December 08, 2008

For the Birds


The other day I was telling a coworker about some of the grains I have in the pantry and her eyes grew wide at words like "amaranth" and "millet." And well they should. I lived a good long time on this earth and had never heard of eating these things until recently. What a shame! Millet has a particularly useful texture that makes it great for forming things like cookies (yes, I've made millet cookies! i have to post about those!) and patties like the ones I made for dinner the other night.

Here's a bit more about millet: Sure, it's known as bird food. But millet is also a grain our ancestors ate. So, if you are looking to eat more naturally or more like our bodies were intended to eat from the earth, millet is a good choice. Plus it's got great nutritional value: magnesium, manganese and phosphorus abound. From Whfoods.com:

Millet is thought to have originated in North Africa, specifically in Ethiopia, where it has been consumed since prehistoric times. There is even mention of millet in the Bible as an ingredient for unleavened bread.

Millet is still an extremely important food staple in Africa where finely ground millet is used to make a traditional flatbread known as injera. Since ancient times, millet has been widely consumed in Asia and India as well. The Indian flatbread roti is made from ground millet seeds.


The millet cakes I made for dinner were a mixed with kale, tofu a little flour and seasoning. The recipe can be found in The Yoga Cookbook: Vegetarian Food for Body and Mind, although I used kale instead of zucchini. I made patties and fried them in my cast iron pan. (This technique always strikes me as interesting and always takes a lot longer than I want it too. Usually sets off the smoke detector too. Have I mentioned I am NOT a trained chef?) But the result was pretty good so it was worth the effort. For the topping, I pimped out a jar of salsa with fresh veggies and more spices. There's really no right or wrong way to do this, I just go cupboard crazy. So try some millet and if you don't like it you can feed it to the birds.

So what new grains have you tried lately?

12 comments:

karen@cook4seasons.com said...

OK so you get us all salivating with that great picture and a few tidbits of millet recipe...any chance you could share more? I love millet bakes and quinoa dishes this time of year. Healthy and hearty.

amandalouden said...

Looks great to me. I love all grains. Bird food, blah, blah, blah!

Michelle said...

karen--oops, I forgot to add a link to the cookbook I used. i just added it to the post! thanks for reminding me.

amanda--i'm with you, sista.

Jenn said...

Hey, you're supposed to eat like a bird, right? So this is good? :)

I tried steel cut oats last week. LOVE them!

Darya Pino said...

i've been wondering what to do with millet. I bought some once and it ended up tasting like, well, bird seed. Now I know what to do with the rest of it!

J'Hab said...

Michelle,

This looks SO tasty! I'll share my millet with the birds, but they're no getting all of it! Barley and quinoa get me through these short, dark days.

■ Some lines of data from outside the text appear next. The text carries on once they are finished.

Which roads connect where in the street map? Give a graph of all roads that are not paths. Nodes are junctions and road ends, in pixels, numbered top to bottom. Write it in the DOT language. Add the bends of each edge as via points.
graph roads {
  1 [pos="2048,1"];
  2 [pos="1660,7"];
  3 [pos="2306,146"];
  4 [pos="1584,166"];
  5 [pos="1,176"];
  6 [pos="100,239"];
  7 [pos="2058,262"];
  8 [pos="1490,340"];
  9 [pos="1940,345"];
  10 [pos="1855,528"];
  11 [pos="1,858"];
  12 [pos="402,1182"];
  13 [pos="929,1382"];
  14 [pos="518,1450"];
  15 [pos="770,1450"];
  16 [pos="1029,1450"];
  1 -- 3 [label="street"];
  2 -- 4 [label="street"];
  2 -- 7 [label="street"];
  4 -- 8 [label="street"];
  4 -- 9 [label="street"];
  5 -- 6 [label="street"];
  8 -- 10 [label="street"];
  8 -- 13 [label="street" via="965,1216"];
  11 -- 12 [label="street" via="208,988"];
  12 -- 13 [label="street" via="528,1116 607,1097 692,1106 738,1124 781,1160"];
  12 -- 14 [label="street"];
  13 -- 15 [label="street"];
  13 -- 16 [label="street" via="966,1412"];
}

We Boston health-food chef-types have got to stick together! I'd love to link you on my blog. So glad I found your site; keep on a-rockin'!

Jess

Laurel from Simple Spoonful said...

I love millet.

Barley was a newish experiment for me...fortunately, it resulted in the Cheesy Barley Pot of Yum Yum, as you may have seen on my site. :P It's not vegan, but I did post some vegan conversion suggestions on it, and I'm curious how it would turn out. I should give it a whirl.

Meantime, I have some farro in a cabinet that I am waiting to play with. I am very, very curious about it. There are few grains I haven't heard of, but Heidi Swanson busted out farro on me a few months back, and I had no idea what she was talking about.

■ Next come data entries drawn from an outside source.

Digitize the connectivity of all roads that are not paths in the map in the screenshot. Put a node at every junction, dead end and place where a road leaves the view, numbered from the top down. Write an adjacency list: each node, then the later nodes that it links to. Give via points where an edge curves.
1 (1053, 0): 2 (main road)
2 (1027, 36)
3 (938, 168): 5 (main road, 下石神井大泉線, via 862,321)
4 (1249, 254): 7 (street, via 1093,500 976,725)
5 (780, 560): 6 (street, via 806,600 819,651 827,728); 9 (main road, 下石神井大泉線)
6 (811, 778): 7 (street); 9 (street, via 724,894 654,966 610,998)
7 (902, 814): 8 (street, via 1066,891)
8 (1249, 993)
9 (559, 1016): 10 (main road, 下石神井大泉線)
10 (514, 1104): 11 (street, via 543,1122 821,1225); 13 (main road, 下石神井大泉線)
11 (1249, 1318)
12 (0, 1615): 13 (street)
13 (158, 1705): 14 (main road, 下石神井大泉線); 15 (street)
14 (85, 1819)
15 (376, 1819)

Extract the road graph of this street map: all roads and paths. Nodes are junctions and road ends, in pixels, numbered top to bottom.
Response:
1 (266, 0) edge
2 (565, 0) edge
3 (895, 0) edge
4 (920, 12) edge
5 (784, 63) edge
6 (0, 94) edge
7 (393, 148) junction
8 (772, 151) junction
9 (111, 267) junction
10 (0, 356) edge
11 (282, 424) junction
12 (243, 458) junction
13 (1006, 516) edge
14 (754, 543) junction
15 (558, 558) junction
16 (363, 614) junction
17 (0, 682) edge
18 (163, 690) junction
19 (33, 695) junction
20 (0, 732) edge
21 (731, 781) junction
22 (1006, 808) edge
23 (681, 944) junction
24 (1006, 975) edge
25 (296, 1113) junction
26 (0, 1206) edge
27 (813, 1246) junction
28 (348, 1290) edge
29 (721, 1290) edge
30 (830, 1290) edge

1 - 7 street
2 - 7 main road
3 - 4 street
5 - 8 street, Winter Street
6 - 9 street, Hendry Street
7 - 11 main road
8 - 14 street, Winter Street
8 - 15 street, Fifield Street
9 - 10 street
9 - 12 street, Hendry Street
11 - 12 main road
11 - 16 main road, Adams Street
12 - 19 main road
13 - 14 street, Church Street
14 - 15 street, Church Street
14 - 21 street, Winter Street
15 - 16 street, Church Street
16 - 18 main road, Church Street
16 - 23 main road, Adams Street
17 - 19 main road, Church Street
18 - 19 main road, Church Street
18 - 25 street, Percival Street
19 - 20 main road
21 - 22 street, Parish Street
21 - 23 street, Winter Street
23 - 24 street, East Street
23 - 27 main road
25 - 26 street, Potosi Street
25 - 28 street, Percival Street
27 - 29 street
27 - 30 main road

DelightfullyHealthy said...

Amaranth - yum! Millet - yum, although I need protein with it or I get a little spacey. This time of year I love to have kasha (buckwheat) cooked with raisins, then sprinkled with flax and pumpkin seeds and kissed with maple syrup, for breakfast. Warm and tasty and just feels good.

Lori said...

Good to know you've made some tasty things with it. I included millet in an article I wrote about the benefits of grains, I haven't tried it yet though.

Michelle said...

Jenn--good point! try whole oat groats sometime, i love 'em.

Darya--let me know how it goes, if you try millet again!

J'Hab--thanks for visiting, neighbor! I love barley too.

Laurel--farro is one grain I have not tried! it is sooo expensive compared to the others and not sold in bulk at least at my whole foods. i'm curious about it because of Heidi's blog too :-)

Delightfully Healthy--that sounds really yummy. buckwheat has an unusual flavor but I need to experiment more with it!

Lori--let us know if you try millet and how you prepare it!

Anrosh said...

i am not feeling left out having read "what is that " when they hear amarnath or millet.

there is another kind of millet that i use - the red millet ( high iron content and protein too )most commonly found as flour in the US - makes a great breakfast drink cooked along with some soymilk/milk with sugar or honey.

Maris said...

I like trying new grains! I had wheatberry salad last week and it was delicious. Quinoa is next on my list to try.

Love your blog - can't wait to read through your archives!